Formally known as the UEFA Cup from 1971 to 2009, the UEFA Europa League is Europe’s second largest club competition involving top clubs from more distinct areas around the continent who’ve missed out on a place in the Champions League. The Europa League is bigger in terms of teams participating, with 160 in total when you take qualifying into account, but won’t see teams anywhere near as prestigious.
The competition has been looked down on by most of the football world for years now because of the attraction towards the Champions League, however, a lot of focus has recently been tilted towards Thursday night football. This is partly to do with the increase in huge teams entering the competition in the past few years, but mainly because of the winners earning a place in the Champions League the following season since 2014.
Manchester United took full advantage of this privilege in the 2016-17 campaign, taking trips to the likes of FC Rostov and Zorya Luhansk deadly serious in order to go on and win the whole competition for the very first time – resulting in a place in the 2017-18 group stage which they failed to achieve from their league position. The trophy José Mourinho and co. received was the iconic Coupe UEFA, designed and produced by GDE Bertoni, weighing a stunning 15kg. And not only are you awarded a fine-looking trophy for coming out on top, but a hefty £5.7m fee is paid out to the victorious club.

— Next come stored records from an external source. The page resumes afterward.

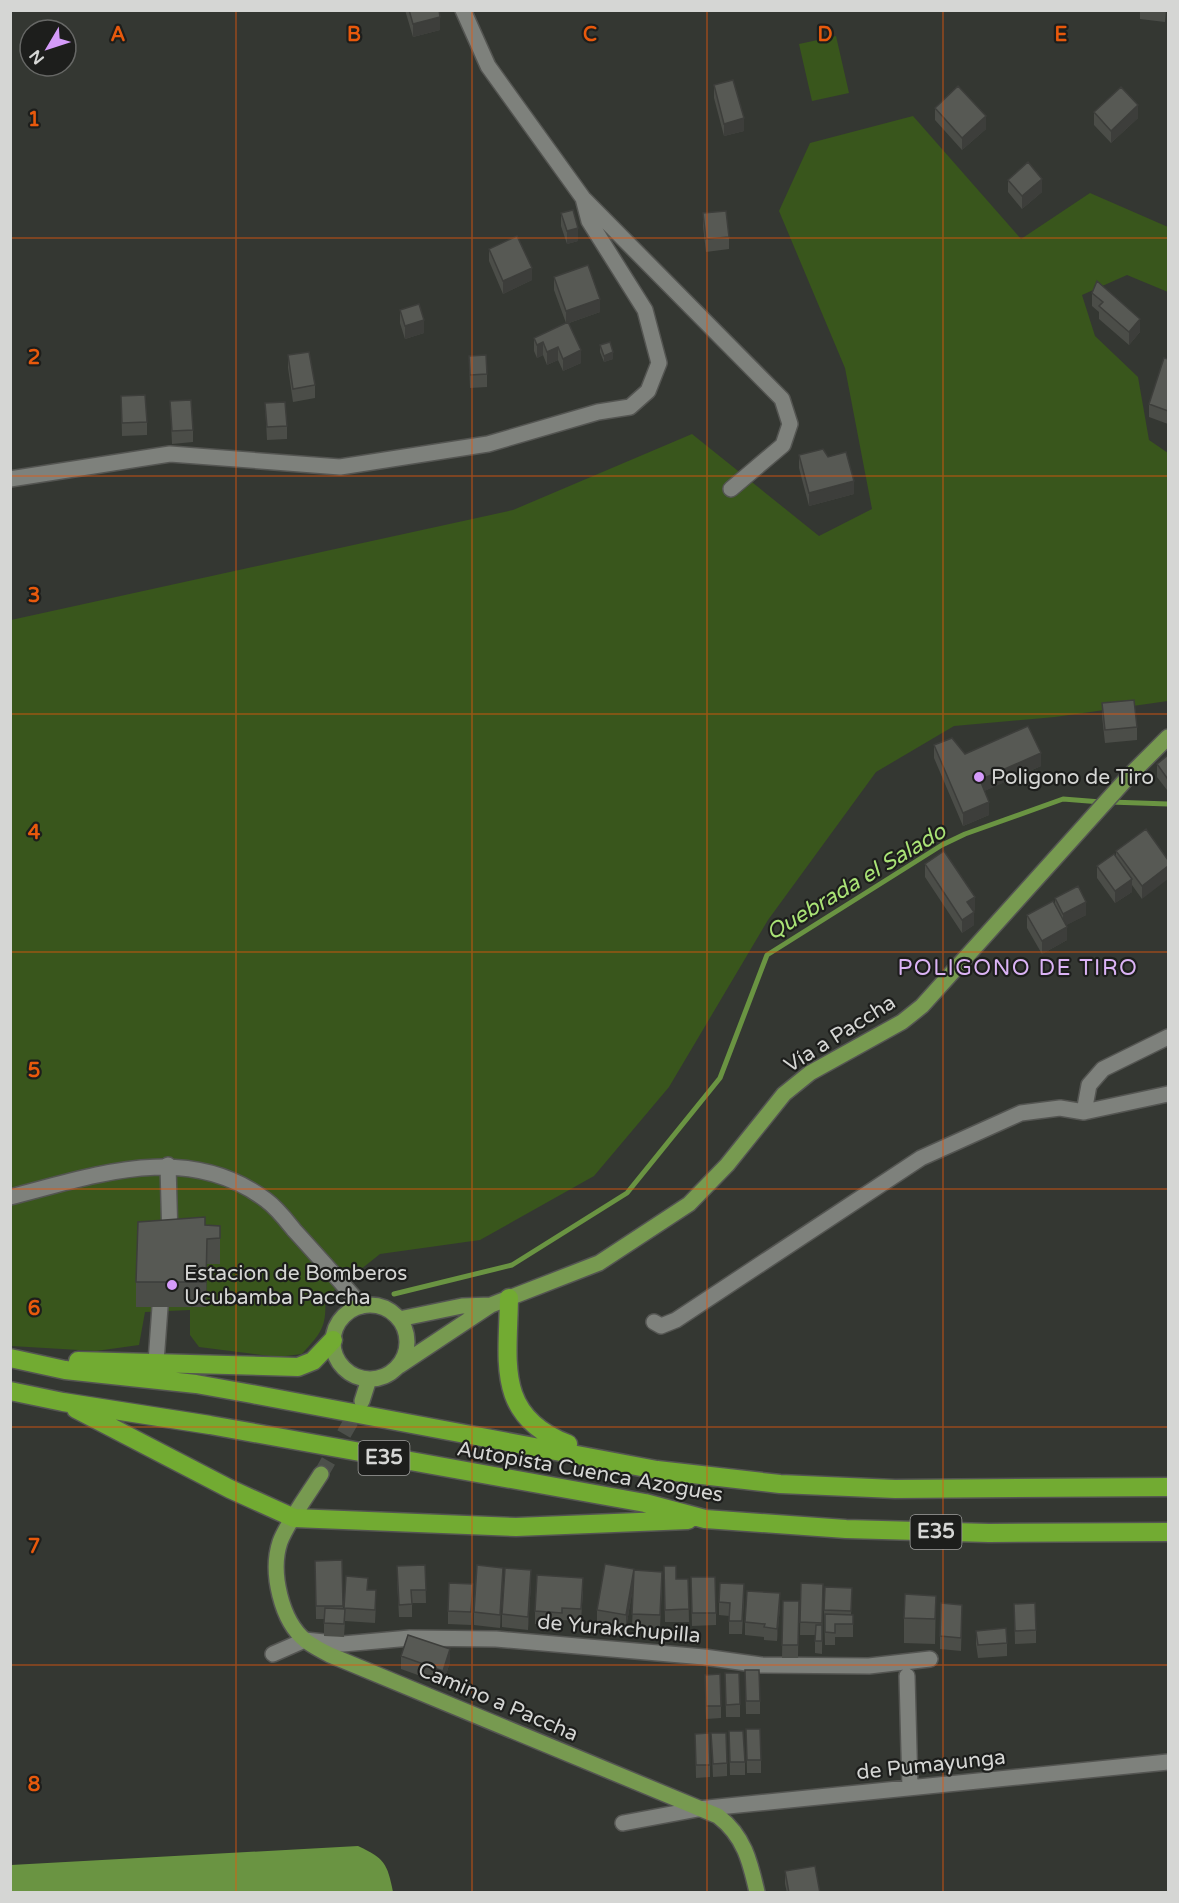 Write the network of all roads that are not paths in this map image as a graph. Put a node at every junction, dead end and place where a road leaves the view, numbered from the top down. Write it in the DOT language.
graph roads {
  1 [pos="463,10"];
  2 [pos="583,198"];
  3 [pos="10,479"];
  4 [pos="731,489"];
  5 [pos="1168,737"];
  6 [pos="1168,1037"];
  7 [pos="1168,1094"];
  8 [pos="1084,1112"];
  9 [pos="168,1165"];
  10 [pos="10,1197"];
  11 [pos="170,1245"];
  12 [pos="509,1298"];
  13 [pos="490,1305"];
  14 [pos="362,1306"];
  15 [pos="160,1307"];
  16 [pos="399,1319"];
  17 [pos="654,1322"];
  18 [pos="333,1340"];
  19 [pos="19,1359"];
  20 [pos="156,1362"];
  21 [pos="399,1366"];
  22 [pos="369,1379"];
  23 [pos="10,1391"];
  24 [pos="363,1401"];
  25 [pos="63,1402"];
  26 [pos="627,1464"];
  27 [pos="321,1474"];
  28 [pos="1168,1487"];
  29 [pos="294,1518"];
  30 [pos="705,1519"];
  31 [pos="1168,1533"];
  32 [pos="305,1640"];
  33 [pos="273,1654"];
  34 [pos="930,1659"];
  35 [pos="907,1677"];
  36 [pos="1168,1762"];
  37 [pos="910,1788"];
  38 [pos="698,1809"];
  39 [pos="623,1823"];
  40 [pos="757,1893"];
  1 -- 2 [label="street"];
  2 -- 3 [label="street"];
  2 -- 4 [label="street"];
  5 -- 12 [label="main road, Vía a Paccha"];
  6 -- 8 [label="street"];
  7 -- 8 [label="street"];
  8 -- 17 [label="street"];
  9 -- 10 [label="street"];
  9 -- 11 [label="street"];
  9 -- 14 [label="street"];
  12 -- 13 [label="main road, Vía a Paccha"];
  12 -- 26 [label="highway"];
  13 -- 16 [label="main road, Vía a Paccha"];
  13 -- 21 [label="main road, Vía a Paccha"];
  14 -- 16 [label="main road"];
  14 -- 18 [label="main road"];
  15 -- 20 [label="street"];
  16 -- 21 [label="main road"];
  18 -- 20 [label="highway"];
  18 -- 22 [label="main road"];
  19 -- 20 [label="highway"];
  19 -- 26 [label="highway, Autopista Cuenca Azogues / E35"];
  21 -- 22 [label="main road"];
  22 -- 24 [label="main road"];
  23 -- 25 [label="highway, Autopista Cuenca Azogues / E35"];
  25 -- 29 [label="highway"];
  25 -- 30 [label="highway, Autopista Cuenca Azogues / E35"];
  26 -- 28 [label="highway, Autopista Cuenca Azogues / E35"];
  27 -- 29 [label="main road, Camino a Paccha"];
  29 -- 30 [label="highway"];
  29 -- 32 [label="main road, Camino a Paccha"];
  30 -- 31 [label="highway, Autopista Cuenca Azogues / E35"];
  32 -- 33 [label="street"];
  32 -- 34 [label="street, de Yurakchupilla"];
  32 -- 38 [label="main road, Camino a Paccha"];
  35 -- 37 [label="street"];
  36 -- 37 [label="street, de Pumayunga"];
  37 -- 38 [label="street, de Pumayunga"];
  38 -- 39 [label="street, de Pumayunga"];
  38 -- 40 [label="main road, Camino a Paccha"];
}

Clubs from as low as rank 54 in the UEFA country coefficient have been allowed into Europa League qualifying, but the lesser teams are allowed far less places than more advanced countries like England and France. The majority of clubs that qualify for the competition are those who finished as high as you possibly could in the league without gaining Champions League status, however, some countries offer a route through domestic cup competition.

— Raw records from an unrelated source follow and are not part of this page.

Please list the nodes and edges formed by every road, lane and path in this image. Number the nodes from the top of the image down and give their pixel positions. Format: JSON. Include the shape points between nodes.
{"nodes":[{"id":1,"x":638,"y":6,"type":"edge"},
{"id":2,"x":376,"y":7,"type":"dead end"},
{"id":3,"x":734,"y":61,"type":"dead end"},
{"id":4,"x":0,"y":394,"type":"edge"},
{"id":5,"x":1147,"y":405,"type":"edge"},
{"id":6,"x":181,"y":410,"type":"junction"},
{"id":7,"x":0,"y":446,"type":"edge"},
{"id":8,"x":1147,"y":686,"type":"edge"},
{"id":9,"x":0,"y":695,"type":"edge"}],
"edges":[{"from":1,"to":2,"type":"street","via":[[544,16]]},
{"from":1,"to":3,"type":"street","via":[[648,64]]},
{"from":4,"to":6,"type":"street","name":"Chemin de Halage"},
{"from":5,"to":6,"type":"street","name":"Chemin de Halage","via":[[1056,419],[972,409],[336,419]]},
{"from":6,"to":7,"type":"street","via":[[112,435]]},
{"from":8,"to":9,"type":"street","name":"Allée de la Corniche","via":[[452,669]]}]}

For example, the winners of England’s EFL Cup are placed in the third round of qualifying like we’ve seen in the past from unlikely contenders Swansea City and Birmingham City. There can be as many as four teams from each of the top countries playing in the tournament at once, but on most occasions, there are only one to three – this can depend on factors like what other teams in your domestic division do as well as the former rule of Financial Fair Play.
The qualifying process for the UEFA Europa League is the same as the Champions League, apart from the considerably more teams involved, with three rounds and then a play-off. The play-off round is where you start to see the some of the quality come into play, as the 15 losers from Champions League qualifying feature, and at the end of it there are 48 teams in the group stages to make up 12 groups of four. From then on, each team plays the other three in their group twice and the top two at the end will proceed to the Round of 32 which is the first two-legged knock-out round out of a possible four.

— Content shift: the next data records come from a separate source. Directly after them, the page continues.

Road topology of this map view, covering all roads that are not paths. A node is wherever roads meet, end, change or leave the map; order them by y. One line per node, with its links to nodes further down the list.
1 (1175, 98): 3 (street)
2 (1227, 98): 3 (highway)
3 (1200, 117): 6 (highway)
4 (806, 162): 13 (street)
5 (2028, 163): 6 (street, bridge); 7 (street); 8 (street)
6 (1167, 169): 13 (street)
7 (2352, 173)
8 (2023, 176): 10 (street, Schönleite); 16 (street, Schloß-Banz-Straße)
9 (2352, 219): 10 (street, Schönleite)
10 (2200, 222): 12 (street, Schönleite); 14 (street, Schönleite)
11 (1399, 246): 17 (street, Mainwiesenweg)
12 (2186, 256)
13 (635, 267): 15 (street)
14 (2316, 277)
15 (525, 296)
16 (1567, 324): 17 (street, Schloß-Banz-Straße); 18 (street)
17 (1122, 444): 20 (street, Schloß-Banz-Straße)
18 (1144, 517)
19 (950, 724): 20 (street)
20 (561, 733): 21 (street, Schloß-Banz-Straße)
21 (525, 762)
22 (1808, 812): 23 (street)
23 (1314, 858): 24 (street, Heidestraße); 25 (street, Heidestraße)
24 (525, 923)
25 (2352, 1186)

Spanish outfits haven’t just been dominating the Champions League for years now, but the Europa League seems to have a home in Spain as well. Sevilla have made the trophy their own since 2014, winning it three years on the bounce from then until 2016 and have won it five times overall. On top of their five Champions League honours, Liverpool also hold three Europa League victories alongside welcome company in Italian duo Inter Milan and Juventus. Those wins were decades go though, and the title has been almost permanently in Spain because of Atlético’s dominance in 2010 and 2012, while Chelsea and of course Manchester United are the most recent English winners – the former took the 2013 crown against SL Benfica.
As mentioned, Atlético Madrid soared to the Europa League glory in 2010 and 2012 – a big part of that was to do with Radamel Falcao’s brilliance in his prime and still holds the record for the most goals scored in a single campaign, a phenomenal 17. Ex-Sweden international Henrik Larsson is the tournament’s record goalscorer, bagging 40 in 56 during his stints at Feyenoord, Celtic and Helsingborgs IF but is closely followed by Klaas-Jan Huntelaar on 34. So there’s proof that even though the Champions League is rightfully more attractive, the UEFA Europa League has had its fair share of superstars as well and will only continue to grow.